Many think taking pills means giving up on healing yourself. That’s not true. Antidepressants or anti-anxiety meds don’t erase your trauma—they lower the noise so you can finally hear yourself think. If you’re paralyzed by panic attacks, can’t sleep for weeks, or feel like you’re drowning in sadness, medication can give you the stability you need to even start therapy. In the Czech Republic, psychiatrists often prescribe SSRIs like sertraline or escitalopram for PTSD or chronic anxiety, especially when symptoms are severe. But pills alone won’t fix distorted beliefs, unprocessed grief, or broken trust patterns. That’s where psychoterapie steps in. Through EMDR, somatic work, or CBT, you learn how your body holds trauma, how your mind twists reality, and how to rebuild safety—from the inside out.
There’s no universal rule.
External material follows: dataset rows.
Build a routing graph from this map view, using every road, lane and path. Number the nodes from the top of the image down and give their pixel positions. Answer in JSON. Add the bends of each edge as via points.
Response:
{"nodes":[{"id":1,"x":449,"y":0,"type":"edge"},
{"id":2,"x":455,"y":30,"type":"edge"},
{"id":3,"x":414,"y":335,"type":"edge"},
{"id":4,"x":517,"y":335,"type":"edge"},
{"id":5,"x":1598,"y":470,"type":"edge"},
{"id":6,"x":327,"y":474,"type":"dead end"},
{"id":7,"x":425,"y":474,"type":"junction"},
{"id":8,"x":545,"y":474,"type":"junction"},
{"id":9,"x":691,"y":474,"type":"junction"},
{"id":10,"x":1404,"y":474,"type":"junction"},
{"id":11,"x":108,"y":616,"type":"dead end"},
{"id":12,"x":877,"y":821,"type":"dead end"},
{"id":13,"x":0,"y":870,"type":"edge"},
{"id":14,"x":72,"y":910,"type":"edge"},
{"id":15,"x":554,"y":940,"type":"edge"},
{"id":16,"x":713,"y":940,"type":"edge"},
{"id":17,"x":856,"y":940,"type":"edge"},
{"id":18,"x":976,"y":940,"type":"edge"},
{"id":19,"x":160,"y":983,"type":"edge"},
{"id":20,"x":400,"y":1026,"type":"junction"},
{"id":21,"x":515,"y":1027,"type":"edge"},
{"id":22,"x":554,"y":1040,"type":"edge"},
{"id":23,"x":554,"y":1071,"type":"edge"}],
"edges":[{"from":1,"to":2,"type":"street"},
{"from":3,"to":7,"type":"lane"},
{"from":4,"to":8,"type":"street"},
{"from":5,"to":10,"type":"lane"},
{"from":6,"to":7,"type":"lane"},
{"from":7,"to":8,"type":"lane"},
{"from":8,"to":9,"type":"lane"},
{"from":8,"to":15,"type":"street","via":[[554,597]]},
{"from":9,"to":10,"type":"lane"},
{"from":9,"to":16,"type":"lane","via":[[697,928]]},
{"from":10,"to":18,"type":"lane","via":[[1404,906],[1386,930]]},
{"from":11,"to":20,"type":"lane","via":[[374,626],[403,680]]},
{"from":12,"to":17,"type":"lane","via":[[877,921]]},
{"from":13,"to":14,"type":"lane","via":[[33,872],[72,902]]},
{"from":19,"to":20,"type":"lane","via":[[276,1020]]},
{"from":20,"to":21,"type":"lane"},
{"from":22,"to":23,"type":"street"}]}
Some people heal with therapy alone. Others need meds for months, even years. Many do both—and find it’s the combination that changes everything. A 2023 study from the Czech Psychiatric Society showed that patients with moderate to severe PTSD who combined medication with trauma-focused therapy improved twice as fast as those using only one approach. The meds helped them show up. The therapy helped them stay. And that’s the key: farmakoterapie doesn’t replace healing—it creates space for it.
You don’t have to choose. You don’t have to feel guilty for wanting relief. If you’re tired of being hijacked by your nervous system, medication might be the bridge you need. If you’re ready to understand why you keep reacting the same way, therapy will show you the path. And if you’re somewhere in between? You’re not broken. You’re human. The posts below cover real stories from people who’ve walked this path—some on meds, some in therapy, some in both. You’ll find out who benefits most from each, when to ask for help, and how to talk to your doctor without feeling judged. This isn’t about picking sides. It’s about finding what works—for you.